(Dataset entries)
+ + +

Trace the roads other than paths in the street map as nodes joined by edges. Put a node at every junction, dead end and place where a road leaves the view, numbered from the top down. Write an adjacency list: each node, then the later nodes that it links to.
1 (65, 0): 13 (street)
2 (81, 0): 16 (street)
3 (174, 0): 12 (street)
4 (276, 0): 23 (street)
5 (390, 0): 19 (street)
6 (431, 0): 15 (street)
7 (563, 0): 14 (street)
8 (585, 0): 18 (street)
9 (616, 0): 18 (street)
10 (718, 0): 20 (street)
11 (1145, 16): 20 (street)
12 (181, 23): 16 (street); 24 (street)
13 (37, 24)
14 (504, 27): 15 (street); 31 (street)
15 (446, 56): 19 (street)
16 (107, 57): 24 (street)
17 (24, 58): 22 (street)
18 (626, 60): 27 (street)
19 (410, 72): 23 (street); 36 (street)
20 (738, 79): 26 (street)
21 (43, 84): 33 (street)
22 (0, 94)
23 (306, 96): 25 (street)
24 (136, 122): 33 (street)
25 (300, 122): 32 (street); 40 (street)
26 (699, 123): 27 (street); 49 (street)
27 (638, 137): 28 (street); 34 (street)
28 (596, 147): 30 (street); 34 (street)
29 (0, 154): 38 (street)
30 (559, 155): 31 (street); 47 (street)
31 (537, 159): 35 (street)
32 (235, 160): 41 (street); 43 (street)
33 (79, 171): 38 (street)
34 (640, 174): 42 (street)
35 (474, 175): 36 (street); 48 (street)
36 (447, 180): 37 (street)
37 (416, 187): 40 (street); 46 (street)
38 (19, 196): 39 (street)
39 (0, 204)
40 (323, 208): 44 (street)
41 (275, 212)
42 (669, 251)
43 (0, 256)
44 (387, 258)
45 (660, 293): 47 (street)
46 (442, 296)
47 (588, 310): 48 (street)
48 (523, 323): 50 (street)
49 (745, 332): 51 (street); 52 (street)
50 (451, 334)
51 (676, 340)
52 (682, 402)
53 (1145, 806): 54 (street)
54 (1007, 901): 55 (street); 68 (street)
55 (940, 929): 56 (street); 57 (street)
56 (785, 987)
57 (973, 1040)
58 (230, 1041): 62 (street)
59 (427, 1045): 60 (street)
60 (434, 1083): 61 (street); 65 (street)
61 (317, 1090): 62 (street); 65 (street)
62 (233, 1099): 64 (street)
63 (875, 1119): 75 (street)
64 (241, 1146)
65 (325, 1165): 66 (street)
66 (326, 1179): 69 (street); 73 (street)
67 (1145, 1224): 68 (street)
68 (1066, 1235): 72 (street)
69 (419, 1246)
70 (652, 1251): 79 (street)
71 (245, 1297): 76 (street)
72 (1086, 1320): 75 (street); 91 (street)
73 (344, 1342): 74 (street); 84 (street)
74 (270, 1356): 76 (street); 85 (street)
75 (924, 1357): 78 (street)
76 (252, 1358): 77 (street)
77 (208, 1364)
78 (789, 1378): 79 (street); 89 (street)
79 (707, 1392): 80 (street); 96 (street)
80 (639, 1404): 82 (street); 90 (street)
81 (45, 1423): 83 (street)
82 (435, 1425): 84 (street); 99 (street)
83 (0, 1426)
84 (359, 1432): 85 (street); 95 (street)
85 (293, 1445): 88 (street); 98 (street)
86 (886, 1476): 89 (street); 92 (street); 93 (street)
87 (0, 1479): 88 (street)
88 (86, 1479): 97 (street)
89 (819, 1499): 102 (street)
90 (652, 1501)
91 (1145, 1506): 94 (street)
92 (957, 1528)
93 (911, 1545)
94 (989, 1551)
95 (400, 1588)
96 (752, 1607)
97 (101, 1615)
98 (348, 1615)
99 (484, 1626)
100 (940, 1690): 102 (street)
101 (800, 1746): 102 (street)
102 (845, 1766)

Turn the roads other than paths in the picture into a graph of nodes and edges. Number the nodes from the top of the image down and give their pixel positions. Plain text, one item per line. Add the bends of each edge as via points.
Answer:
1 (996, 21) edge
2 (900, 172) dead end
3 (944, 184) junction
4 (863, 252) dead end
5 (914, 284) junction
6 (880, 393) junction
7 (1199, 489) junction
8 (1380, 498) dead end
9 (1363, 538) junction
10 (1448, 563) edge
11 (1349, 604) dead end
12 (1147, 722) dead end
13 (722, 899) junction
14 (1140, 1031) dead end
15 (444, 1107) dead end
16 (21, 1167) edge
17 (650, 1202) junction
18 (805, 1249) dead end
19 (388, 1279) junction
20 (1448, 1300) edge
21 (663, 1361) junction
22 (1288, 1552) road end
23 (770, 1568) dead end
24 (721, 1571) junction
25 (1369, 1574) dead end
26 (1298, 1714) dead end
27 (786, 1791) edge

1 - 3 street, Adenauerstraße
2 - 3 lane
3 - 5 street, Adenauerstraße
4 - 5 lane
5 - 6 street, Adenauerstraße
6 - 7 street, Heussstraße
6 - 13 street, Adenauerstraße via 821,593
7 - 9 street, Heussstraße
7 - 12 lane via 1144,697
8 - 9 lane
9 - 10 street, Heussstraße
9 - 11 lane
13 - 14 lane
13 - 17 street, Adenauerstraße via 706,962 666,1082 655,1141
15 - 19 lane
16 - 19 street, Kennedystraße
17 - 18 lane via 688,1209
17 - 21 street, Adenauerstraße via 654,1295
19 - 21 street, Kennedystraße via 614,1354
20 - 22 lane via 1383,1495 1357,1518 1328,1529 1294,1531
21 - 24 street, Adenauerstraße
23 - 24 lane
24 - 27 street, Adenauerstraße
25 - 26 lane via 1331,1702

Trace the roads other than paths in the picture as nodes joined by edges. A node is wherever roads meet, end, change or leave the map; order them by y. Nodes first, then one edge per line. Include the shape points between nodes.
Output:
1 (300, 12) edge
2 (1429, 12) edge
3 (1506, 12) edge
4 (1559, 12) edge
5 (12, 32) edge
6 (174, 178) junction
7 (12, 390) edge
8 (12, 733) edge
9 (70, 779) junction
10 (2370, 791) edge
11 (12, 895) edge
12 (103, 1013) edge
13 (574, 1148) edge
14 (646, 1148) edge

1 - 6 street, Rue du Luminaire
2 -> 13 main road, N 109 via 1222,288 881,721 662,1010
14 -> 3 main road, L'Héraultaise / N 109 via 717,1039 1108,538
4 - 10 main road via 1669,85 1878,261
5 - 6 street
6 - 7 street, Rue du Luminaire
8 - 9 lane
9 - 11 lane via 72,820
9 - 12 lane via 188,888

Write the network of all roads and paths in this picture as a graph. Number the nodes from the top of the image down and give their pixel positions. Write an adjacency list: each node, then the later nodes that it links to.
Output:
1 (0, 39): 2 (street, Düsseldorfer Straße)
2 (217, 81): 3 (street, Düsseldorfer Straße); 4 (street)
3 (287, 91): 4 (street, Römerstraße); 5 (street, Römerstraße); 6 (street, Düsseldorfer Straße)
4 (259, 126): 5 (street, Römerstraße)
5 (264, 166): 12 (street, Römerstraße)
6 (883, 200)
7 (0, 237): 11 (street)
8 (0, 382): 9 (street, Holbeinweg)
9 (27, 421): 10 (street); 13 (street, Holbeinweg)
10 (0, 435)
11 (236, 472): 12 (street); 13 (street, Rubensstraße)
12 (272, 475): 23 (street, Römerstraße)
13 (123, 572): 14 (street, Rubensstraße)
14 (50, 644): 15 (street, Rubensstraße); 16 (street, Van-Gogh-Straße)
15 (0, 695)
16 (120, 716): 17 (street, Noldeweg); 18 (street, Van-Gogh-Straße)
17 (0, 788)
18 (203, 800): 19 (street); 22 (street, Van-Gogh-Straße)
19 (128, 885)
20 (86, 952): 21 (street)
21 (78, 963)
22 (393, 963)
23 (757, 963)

+ + +

→ Your assignment
Counting only lines that contain the word "image", give the number found in the data, and nothing else.

→ Your solution
2